EXTRACTED DATA –
━━━━

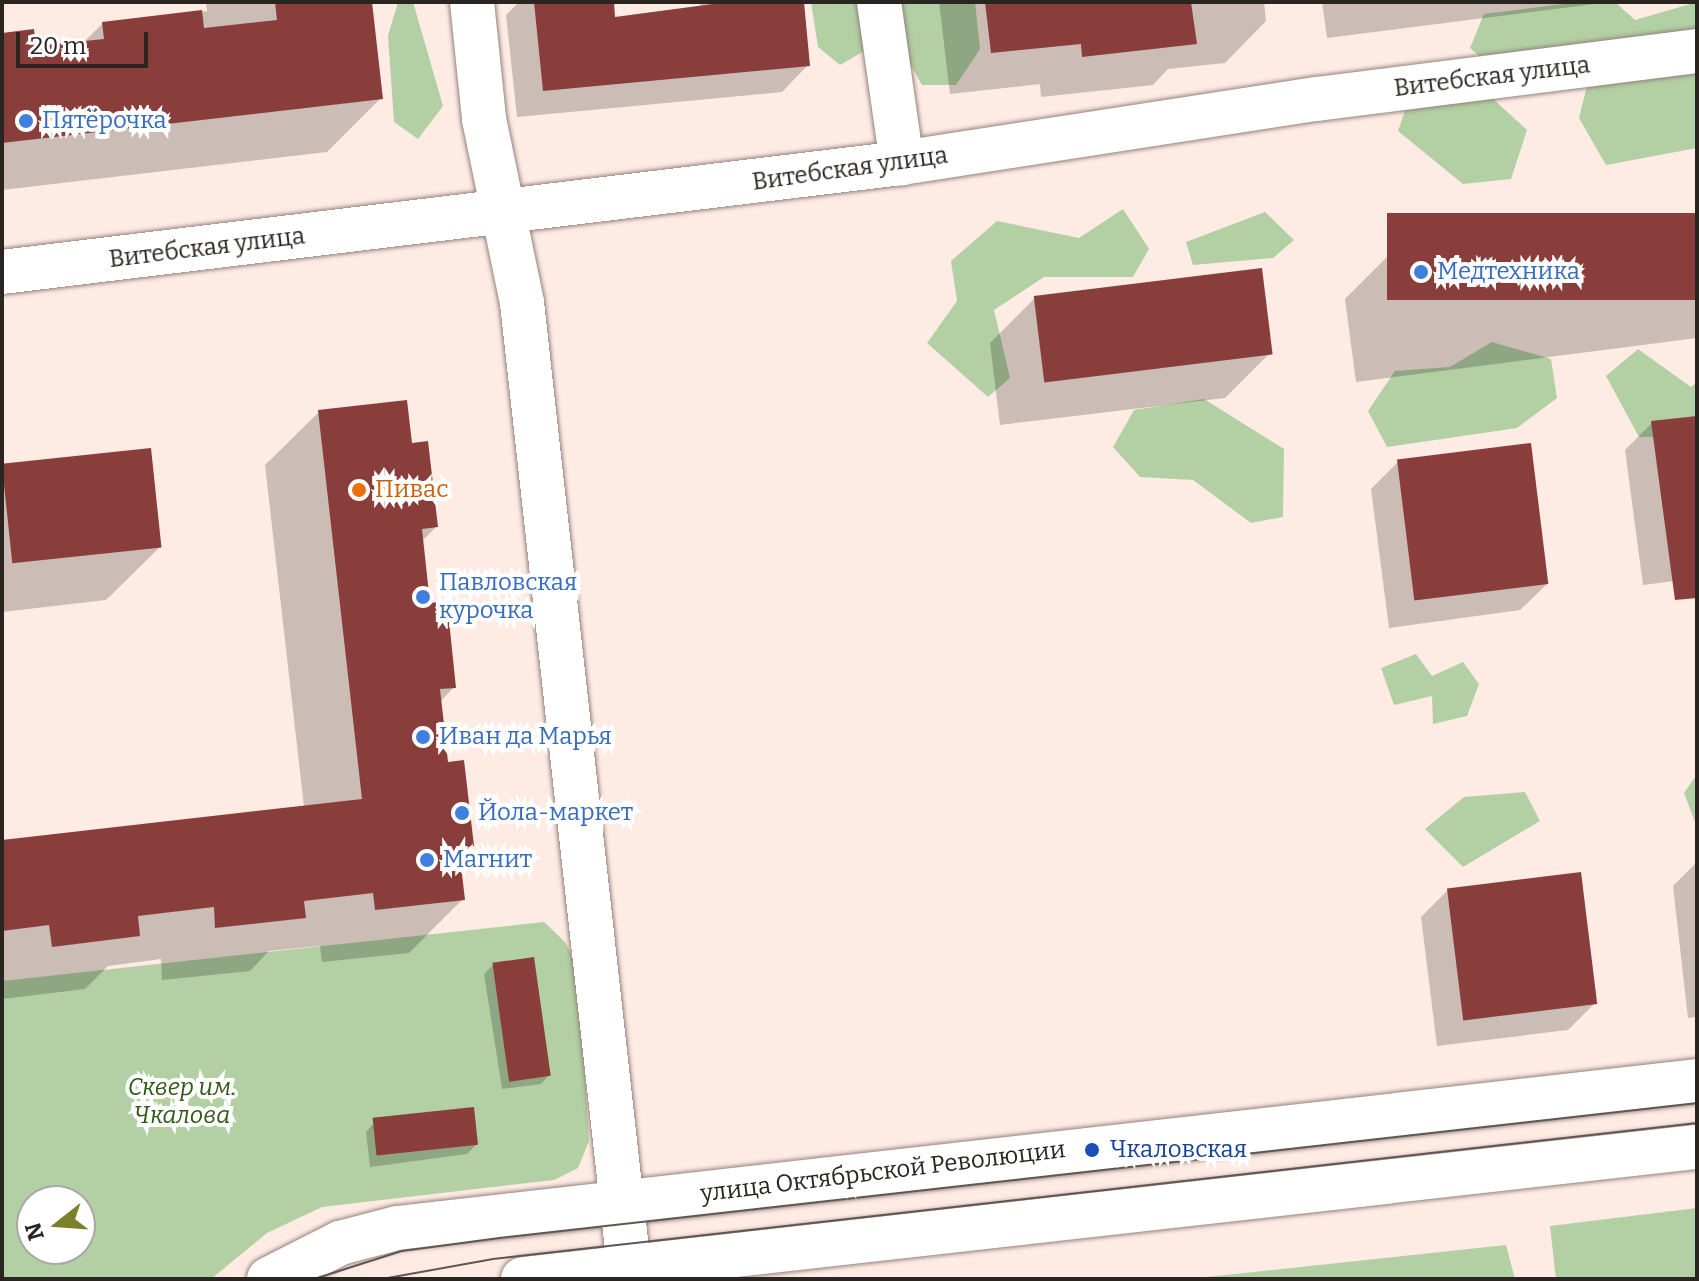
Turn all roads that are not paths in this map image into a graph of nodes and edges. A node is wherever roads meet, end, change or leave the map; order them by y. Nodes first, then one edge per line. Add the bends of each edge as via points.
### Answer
1 (472, 2) edge
2 (879, 2) edge
3 (1697, 51) edge
4 (902, 163) junction
5 (502, 215) junction
6 (2, 272) edge
7 (1697, 1081) edge
8 (1507, 1102) junction
9 (1389, 1115) junction
10 (1697, 1147) edge
11 (1513, 1167) junction
12 (1396, 1181) junction
13 (620, 1202) junction
14 (629, 1267) junction
15 (269, 1279) edge
16 (523, 1279) edge

1 - 5 street
2 - 4 street
3 - 4 street, Витебская улица via 1317,99
4 - 5 street, Витебская улица
5 - 6 street, Витебская улица
5 - 13 street via 522,303
7 - 8 street, улица Октябрьской Революции
8 - 9 street, улица Октябрьской Революции
8 - 11 street
9 - 12 street
9 - 13 street, улица Октябрьской Революции
10 - 11 street
11 - 12 street
12 - 14 street
13 - 14 street
13 - 15 street, улица Октябрьской Революции via 397,1228 327,1249
14 - 16 street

━━━━

DESCRIPTION OF THE TASK – Transcribe the whole listing, character for character, but not its images.

SOLUTION FOR THIS PROBLEM –
Turn all roads that are not paths in this map image into a graph of nodes and edges. A node is wherever roads meet, end, change or leave the map; order them by y. Nodes first, then one edge per line. Add the bends of each edge as via points.
### Answer
1 (472, 2) edge
2 (879, 2) edge
3 (1697, 51) edge
4 (902, 163) junction
5 (502, 215) junction
6 (2, 272) edge
7 (1697, 1081) edge
8 (1507, 1102) junction
9 (1389, 1115) junction
10 (1697, 1147) edge
11 (1513, 1167) junction
12 (1396, 1181) junction
13 (620, 1202) junction
14 (629, 1267) junction
15 (269, 1279) edge
16 (523, 1279) edge

1 - 5 street
2 - 4 street
3 - 4 street, Витебская улица via 1317,99
4 - 5 street, Витебская улица
5 - 6 street, Витебская улица
5 - 13 street via 522,303
7 - 8 street, улица Октябрьской Революции
8 - 9 street, улица Октябрьской Революции
8 - 11 street
9 - 12 street
9 - 13 street, улица Октябрьской Революции
10 - 11 street
11 - 12 street
12 - 14 street
13 - 14 street
13 - 15 street, улица Октябрьской Революции via 397,1228 327,1249
14 - 16 street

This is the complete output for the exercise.